*Dataset records:*
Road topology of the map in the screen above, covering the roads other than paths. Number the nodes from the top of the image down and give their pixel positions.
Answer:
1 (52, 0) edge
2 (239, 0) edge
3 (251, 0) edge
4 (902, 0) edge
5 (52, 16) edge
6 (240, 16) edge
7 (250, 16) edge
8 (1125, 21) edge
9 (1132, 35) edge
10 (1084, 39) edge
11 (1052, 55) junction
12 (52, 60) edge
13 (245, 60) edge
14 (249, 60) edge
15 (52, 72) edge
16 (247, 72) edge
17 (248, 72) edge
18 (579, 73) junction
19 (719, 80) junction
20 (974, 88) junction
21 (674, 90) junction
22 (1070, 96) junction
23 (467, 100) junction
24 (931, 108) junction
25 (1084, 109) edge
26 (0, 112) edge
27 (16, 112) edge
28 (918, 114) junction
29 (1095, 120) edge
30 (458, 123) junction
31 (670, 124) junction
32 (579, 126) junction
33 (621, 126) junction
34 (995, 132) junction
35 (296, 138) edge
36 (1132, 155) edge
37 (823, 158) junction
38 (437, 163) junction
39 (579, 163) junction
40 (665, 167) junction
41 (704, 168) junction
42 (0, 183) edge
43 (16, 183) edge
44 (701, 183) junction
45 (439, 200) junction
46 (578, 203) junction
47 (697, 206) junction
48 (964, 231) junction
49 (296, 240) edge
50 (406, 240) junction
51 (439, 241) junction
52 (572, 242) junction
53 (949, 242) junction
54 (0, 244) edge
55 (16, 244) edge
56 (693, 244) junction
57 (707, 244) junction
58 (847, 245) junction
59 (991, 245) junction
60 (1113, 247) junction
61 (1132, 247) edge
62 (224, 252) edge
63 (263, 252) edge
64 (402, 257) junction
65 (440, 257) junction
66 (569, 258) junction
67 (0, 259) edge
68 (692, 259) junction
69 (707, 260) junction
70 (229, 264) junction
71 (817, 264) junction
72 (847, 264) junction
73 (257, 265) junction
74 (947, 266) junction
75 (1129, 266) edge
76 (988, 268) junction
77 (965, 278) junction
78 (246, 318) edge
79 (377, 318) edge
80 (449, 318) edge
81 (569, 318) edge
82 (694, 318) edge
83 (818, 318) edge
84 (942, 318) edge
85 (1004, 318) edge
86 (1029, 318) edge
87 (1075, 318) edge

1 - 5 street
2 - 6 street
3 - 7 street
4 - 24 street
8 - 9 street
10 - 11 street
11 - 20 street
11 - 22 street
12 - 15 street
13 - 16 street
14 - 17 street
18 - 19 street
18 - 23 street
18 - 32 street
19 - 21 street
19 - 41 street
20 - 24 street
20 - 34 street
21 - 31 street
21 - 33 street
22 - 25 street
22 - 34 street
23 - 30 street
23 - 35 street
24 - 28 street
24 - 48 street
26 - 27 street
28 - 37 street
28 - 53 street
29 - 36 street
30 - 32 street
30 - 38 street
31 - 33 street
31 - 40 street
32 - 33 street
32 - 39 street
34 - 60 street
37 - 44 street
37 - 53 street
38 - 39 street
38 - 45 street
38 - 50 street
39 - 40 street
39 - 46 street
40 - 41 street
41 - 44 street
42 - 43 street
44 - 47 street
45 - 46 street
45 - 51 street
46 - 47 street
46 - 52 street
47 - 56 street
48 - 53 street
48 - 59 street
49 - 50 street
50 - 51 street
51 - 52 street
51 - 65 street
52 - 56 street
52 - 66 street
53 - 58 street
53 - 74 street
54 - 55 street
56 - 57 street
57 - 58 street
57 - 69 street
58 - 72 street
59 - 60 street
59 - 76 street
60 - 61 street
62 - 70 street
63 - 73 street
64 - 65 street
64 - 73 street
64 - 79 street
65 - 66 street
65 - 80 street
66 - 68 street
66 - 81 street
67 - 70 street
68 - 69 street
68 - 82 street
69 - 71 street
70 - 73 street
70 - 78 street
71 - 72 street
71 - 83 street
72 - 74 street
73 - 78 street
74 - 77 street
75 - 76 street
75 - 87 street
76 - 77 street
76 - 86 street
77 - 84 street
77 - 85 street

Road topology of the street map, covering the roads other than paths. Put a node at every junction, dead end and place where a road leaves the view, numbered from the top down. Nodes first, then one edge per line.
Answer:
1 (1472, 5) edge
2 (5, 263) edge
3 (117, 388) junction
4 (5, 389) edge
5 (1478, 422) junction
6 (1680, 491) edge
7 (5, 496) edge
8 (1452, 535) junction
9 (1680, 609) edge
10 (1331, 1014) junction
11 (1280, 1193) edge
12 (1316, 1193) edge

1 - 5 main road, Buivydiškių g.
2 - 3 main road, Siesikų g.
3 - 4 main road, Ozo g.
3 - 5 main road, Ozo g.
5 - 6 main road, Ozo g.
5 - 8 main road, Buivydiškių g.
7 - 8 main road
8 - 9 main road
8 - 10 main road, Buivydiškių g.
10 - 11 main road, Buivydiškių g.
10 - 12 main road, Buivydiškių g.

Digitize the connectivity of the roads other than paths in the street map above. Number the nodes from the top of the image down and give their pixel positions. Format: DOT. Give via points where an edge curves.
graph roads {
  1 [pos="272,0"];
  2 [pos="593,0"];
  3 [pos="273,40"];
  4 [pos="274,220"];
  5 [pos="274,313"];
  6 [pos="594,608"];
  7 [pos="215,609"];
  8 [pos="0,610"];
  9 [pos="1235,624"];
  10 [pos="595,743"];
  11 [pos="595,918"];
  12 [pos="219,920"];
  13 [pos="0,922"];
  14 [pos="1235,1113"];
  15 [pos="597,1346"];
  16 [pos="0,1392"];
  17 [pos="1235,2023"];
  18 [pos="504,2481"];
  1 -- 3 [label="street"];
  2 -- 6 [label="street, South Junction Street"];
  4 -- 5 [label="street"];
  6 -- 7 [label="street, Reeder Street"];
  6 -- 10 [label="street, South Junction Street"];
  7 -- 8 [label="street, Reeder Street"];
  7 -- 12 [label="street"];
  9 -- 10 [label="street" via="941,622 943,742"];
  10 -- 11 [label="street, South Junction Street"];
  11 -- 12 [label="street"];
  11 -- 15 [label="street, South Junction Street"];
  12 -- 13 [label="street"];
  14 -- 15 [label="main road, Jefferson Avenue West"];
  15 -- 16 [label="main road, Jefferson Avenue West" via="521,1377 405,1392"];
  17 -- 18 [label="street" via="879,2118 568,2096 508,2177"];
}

*Task prompt:* Transcribe all of the material exactly. Omit nothing.

*Output for this exercise:*
Road topology of the map in the screen above, covering the roads other than paths. Number the nodes from the top of the image down and give their pixel positions.
Answer:
1 (52, 0) edge
2 (239, 0) edge
3 (251, 0) edge
4 (902, 0) edge
5 (52, 16) edge
6 (240, 16) edge
7 (250, 16) edge
8 (1125, 21) edge
9 (1132, 35) edge
10 (1084, 39) edge
11 (1052, 55) junction
12 (52, 60) edge
13 (245, 60) edge
14 (249, 60) edge
15 (52, 72) edge
16 (247, 72) edge
17 (248, 72) edge
18 (579, 73) junction
19 (719, 80) junction
20 (974, 88) junction
21 (674, 90) junction
22 (1070, 96) junction
23 (467, 100) junction
24 (931, 108) junction
25 (1084, 109) edge
26 (0, 112) edge
27 (16, 112) edge
28 (918, 114) junction
29 (1095, 120) edge
30 (458, 123) junction
31 (670, 124) junction
32 (579, 126) junction
33 (621, 126) junction
34 (995, 132) junction
35 (296, 138) edge
36 (1132, 155) edge
37 (823, 158) junction
38 (437, 163) junction
39 (579, 163) junction
40 (665, 167) junction
41 (704, 168) junction
42 (0, 183) edge
43 (16, 183) edge
44 (701, 183) junction
45 (439, 200) junction
46 (578, 203) junction
47 (697, 206) junction
48 (964, 231) junction
49 (296, 240) edge
50 (406, 240) junction
51 (439, 241) junction
52 (572, 242) junction
53 (949, 242) junction
54 (0, 244) edge
55 (16, 244) edge
56 (693, 244) junction
57 (707, 244) junction
58 (847, 245) junction
59 (991, 245) junction
60 (1113, 247) junction
61 (1132, 247) edge
62 (224, 252) edge
63 (263, 252) edge
64 (402, 257) junction
65 (440, 257) junction
66 (569, 258) junction
67 (0, 259) edge
68 (692, 259) junction
69 (707, 260) junction
70 (229, 264) junction
71 (817, 264) junction
72 (847, 264) junction
73 (257, 265) junction
74 (947, 266) junction
75 (1129, 266) edge
76 (988, 268) junction
77 (965, 278) junction
78 (246, 318) edge
79 (377, 318) edge
80 (449, 318) edge
81 (569, 318) edge
82 (694, 318) edge
83 (818, 318) edge
84 (942, 318) edge
85 (1004, 318) edge
86 (1029, 318) edge
87 (1075, 318) edge

1 - 5 street
2 - 6 street
3 - 7 street
4 - 24 street
8 - 9 street
10 - 11 street
11 - 20 street
11 - 22 street
12 - 15 street
13 - 16 street
14 - 17 street
18 - 19 street
18 - 23 street
18 - 32 street
19 - 21 street
19 - 41 street
20 - 24 street
20 - 34 street
21 - 31 street
21 - 33 street
22 - 25 street
22 - 34 street
23 - 30 street
23 - 35 street
24 - 28 street
24 - 48 street
26 - 27 street
28 - 37 street
28 - 53 street
29 - 36 street
30 - 32 street
30 - 38 street
31 - 33 street
31 - 40 street
32 - 33 street
32 - 39 street
34 - 60 street
37 - 44 street
37 - 53 street
38 - 39 street
38 - 45 street
38 - 50 street
39 - 40 street
39 - 46 street
40 - 41 street
41 - 44 street
42 - 43 street
44 - 47 street
45 - 46 street
45 - 51 street
46 - 47 street
46 - 52 street
47 - 56 street
48 - 53 street
48 - 59 street
49 - 50 street
50 - 51 street
51 - 52 street
51 - 65 street
52 - 56 street
52 - 66 street
53 - 58 street
53 - 74 street
54 - 55 street
56 - 57 street
57 - 58 street
57 - 69 street
58 - 72 street
59 - 60 street
59 - 76 street
60 - 61 street
62 - 70 street
63 - 73 street
64 - 65 street
64 - 73 street
64 - 79 street
65 - 66 street
65 - 80 street
66 - 68 street
66 - 81 street
67 - 70 street
68 - 69 street
68 - 82 street
69 - 71 street
70 - 73 street
70 - 78 street
71 - 72 street
71 - 83 street
72 - 74 street
73 - 78 street
74 - 77 street
75 - 76 street
75 - 87 street
76 - 77 street
76 - 86 street
77 - 84 street
77 - 85 street

Road topology of the street map, covering the roads other than paths. Put a node at every junction, dead end and place where a road leaves the view, numbered from the top down. Nodes first, then one edge per line.
Answer:
1 (1472, 5) edge
2 (5, 263) edge
3 (117, 388) junction
4 (5, 389) edge
5 (1478, 422) junction
6 (1680, 491) edge
7 (5, 496) edge
8 (1452, 535) junction
9 (1680, 609) edge
10 (1331, 1014) junction
11 (1280, 1193) edge
12 (1316, 1193) edge

1 - 5 main road, Buivydiškių g.
2 - 3 main road, Siesikų g.
3 - 4 main road, Ozo g.
3 - 5 main road, Ozo g.
5 - 6 main road, Ozo g.
5 - 8 main road, Buivydiškių g.
7 - 8 main road
8 - 9 main road
8 - 10 main road, Buivydiškių g.
10 - 11 main road, Buivydiškių g.
10 - 12 main road, Buivydiškių g.

Digitize the connectivity of the roads other than paths in the street map above. Number the nodes from the top of the image down and give their pixel positions. Format: DOT. Give via points where an edge curves.
graph roads {
  1 [pos="272,0"];
  2 [pos="593,0"];
  3 [pos="273,40"];
  4 [pos="274,220"];
  5 [pos="274,313"];
  6 [pos="594,608"];
  7 [pos="215,609"];
  8 [pos="0,610"];
  9 [pos="1235,624"];
  10 [pos="595,743"];
  11 [pos="595,918"];
  12 [pos="219,920"];
  13 [pos="0,922"];
  14 [pos="1235,1113"];
  15 [pos="597,1346"];
  16 [pos="0,1392"];
  17 [pos="1235,2023"];
  18 [pos="504,2481"];
  1 -- 3 [label="street"];
  2 -- 6 [label="street, South Junction Street"];
  4 -- 5 [label="street"];
  6 -- 7 [label="street, Reeder Street"];
  6 -- 10 [label="street, South Junction Street"];
  7 -- 8 [label="street, Reeder Street"];
  7 -- 12 [label="street"];
  9 -- 10 [label="street" via="941,622 943,742"];
  10 -- 11 [label="street, South Junction Street"];
  11 -- 12 [label="street"];
  11 -- 15 [label="street, South Junction Street"];
  12 -- 13 [label="street"];
  14 -- 15 [label="main road, Jefferson Avenue West"];
  15 -- 16 [label="main road, Jefferson Avenue West" via="521,1377 405,1392"];
  17 -- 18 [label="street" via="879,2118 568,2096 508,2177"];
}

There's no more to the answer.